Published On: Sat, Dec 22nd, 2018

After Some Heavy Lifting, the City of Boca Raton to be Site for New Elementary School

By Robert S Weinroth

School overcrowding has been a regular complaint of parents within the City of Boca Raton. The chorus of complaints gets louder each time a new development project is proposed with its likely influx of additional students. Relief from overcrowding has been the mission of both the City and Palm Beach County School Board.

At one point last year, it was learned an elementary school slated to be built west of the city was not going to be going forward when the land required was not available, city and school officials began to work in earnest to develop a plan to move the school, referred to as O5C, the a site adjacent to the Don Estridge High Tech Middle School at Military and Spanish River Blvd.

On Friday, after a great deal of behind the scenes work, Florida Department of Education Commissioner Pam Stewart approved the plan. The new school will be built on city-owned land adjacent to Countess de Hoernle Park which will be the same site where Verde Elementary students will be temporarily housed next year while their school is demolished and rebuilt with funds from the sales surtax approved by Palm Beach County voters in 2016.

According the School Board chair Frank Barbieri Jr, the approval to build the school did not come easily. The district was required to demonstrate the need which demanded staff provide data-based answers to the Department of Education’s questions and concerns. The problem was notwithstanding the overcrowding within the city schools, other schools within the county system continued to have capacity. 

Examples of the overcrowding are abundant. At Calusa Elementary (built for 836 students) the most recent census exceeded 1,100 students with a ejected enrollment of almost 1,400 in 2022. Calusa has the unenviable distinction of being the most crowded elementary school in Palm Beach County.

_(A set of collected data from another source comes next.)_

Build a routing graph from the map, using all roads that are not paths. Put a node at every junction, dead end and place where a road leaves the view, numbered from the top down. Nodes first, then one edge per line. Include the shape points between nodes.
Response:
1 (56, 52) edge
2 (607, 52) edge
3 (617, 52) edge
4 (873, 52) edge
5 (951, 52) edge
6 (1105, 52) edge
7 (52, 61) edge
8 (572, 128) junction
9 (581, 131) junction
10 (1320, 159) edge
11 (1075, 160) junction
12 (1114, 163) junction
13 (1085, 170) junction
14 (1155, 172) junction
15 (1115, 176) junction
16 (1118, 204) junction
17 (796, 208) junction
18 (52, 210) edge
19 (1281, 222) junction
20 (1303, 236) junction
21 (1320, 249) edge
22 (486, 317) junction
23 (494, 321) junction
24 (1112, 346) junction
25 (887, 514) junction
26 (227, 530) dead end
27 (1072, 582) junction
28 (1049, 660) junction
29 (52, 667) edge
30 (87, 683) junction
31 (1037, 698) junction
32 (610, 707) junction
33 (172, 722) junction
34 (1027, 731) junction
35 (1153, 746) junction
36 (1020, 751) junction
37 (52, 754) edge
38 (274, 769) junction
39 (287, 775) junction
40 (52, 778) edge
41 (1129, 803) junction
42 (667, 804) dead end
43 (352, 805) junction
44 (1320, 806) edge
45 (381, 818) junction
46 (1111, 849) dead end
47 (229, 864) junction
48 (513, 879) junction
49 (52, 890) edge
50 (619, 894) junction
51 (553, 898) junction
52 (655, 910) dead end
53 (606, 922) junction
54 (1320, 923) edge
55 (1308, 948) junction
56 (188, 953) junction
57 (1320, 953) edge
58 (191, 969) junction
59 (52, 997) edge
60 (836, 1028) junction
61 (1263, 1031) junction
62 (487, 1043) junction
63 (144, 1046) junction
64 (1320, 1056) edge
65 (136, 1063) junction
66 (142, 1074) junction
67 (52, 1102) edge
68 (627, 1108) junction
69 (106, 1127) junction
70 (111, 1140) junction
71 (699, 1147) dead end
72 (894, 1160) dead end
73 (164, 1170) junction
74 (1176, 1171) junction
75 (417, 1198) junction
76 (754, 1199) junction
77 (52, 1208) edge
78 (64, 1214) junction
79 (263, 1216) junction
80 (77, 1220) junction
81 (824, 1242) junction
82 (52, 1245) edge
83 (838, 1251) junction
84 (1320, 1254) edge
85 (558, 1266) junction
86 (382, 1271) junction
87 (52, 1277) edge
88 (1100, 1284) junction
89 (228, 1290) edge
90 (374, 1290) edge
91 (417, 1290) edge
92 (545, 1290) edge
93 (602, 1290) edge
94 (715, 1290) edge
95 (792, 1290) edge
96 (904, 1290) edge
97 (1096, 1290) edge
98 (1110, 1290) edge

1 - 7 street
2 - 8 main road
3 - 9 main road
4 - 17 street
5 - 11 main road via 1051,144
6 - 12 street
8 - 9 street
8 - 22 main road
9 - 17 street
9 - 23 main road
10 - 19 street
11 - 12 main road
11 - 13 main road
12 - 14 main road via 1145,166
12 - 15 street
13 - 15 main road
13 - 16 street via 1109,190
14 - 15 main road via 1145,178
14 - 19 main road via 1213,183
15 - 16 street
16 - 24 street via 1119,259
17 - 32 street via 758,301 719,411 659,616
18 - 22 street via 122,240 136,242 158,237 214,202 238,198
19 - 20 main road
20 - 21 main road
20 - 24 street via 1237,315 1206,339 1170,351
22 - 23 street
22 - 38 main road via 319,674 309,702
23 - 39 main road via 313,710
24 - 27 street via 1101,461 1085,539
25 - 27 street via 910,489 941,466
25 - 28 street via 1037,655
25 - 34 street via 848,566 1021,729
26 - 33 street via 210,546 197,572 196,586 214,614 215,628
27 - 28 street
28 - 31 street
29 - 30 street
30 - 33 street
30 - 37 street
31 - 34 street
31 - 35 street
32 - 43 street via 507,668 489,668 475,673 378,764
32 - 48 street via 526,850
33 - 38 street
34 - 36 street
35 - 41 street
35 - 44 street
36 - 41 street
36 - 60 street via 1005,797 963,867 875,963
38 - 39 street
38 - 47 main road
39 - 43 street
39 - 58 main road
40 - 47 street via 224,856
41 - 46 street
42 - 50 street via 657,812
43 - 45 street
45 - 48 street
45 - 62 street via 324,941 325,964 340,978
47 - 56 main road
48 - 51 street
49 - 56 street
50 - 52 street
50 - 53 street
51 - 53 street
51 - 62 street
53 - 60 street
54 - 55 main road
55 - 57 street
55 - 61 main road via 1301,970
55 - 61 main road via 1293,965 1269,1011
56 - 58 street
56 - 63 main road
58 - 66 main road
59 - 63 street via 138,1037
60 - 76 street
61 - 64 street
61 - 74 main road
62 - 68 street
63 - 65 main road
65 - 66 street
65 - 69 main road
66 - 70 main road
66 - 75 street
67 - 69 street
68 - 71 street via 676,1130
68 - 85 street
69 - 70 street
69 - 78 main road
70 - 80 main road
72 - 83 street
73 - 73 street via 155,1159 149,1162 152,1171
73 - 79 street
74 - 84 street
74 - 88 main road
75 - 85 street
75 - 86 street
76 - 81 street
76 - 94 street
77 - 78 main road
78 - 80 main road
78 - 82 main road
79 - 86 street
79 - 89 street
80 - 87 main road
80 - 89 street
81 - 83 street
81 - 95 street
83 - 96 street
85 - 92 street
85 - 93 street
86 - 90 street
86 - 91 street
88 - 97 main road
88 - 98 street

Coupled with the issues faced at Cakusa Elementary, Verde Elementary (built for 926 students) has almost 1,100 students with that number approaching 1,300 in 2022 if nothing changes. Similar capacity issues are being felt at Whispering Pines and J.C. Mitchell.

Bending to the concerns of the Don Estridge families and staff, the temporary school for Addison Mizner Elementary on the same site when Verde construction is completed will be accomplished without Don Estridge losing its track fields during construction.

The target  for the completion of the newly approved  elementary school is 2020 and it will have a capacity for about 1,000 students. The $18.5 million price-tag ,556,660 will be paid for with money from the penny sales surtax.

The new elementary school will be designed to allow it to expand in the coming years to a K-8, if necessary.

City of Boca Raton Mayor Scott Singer noted his pride in getting this new school approved saying, “it provides a long-term solution for the betterment of the City of Boca Raton and its residents.”

The School District will release a timeline for construction of the new elementary school in early 2019.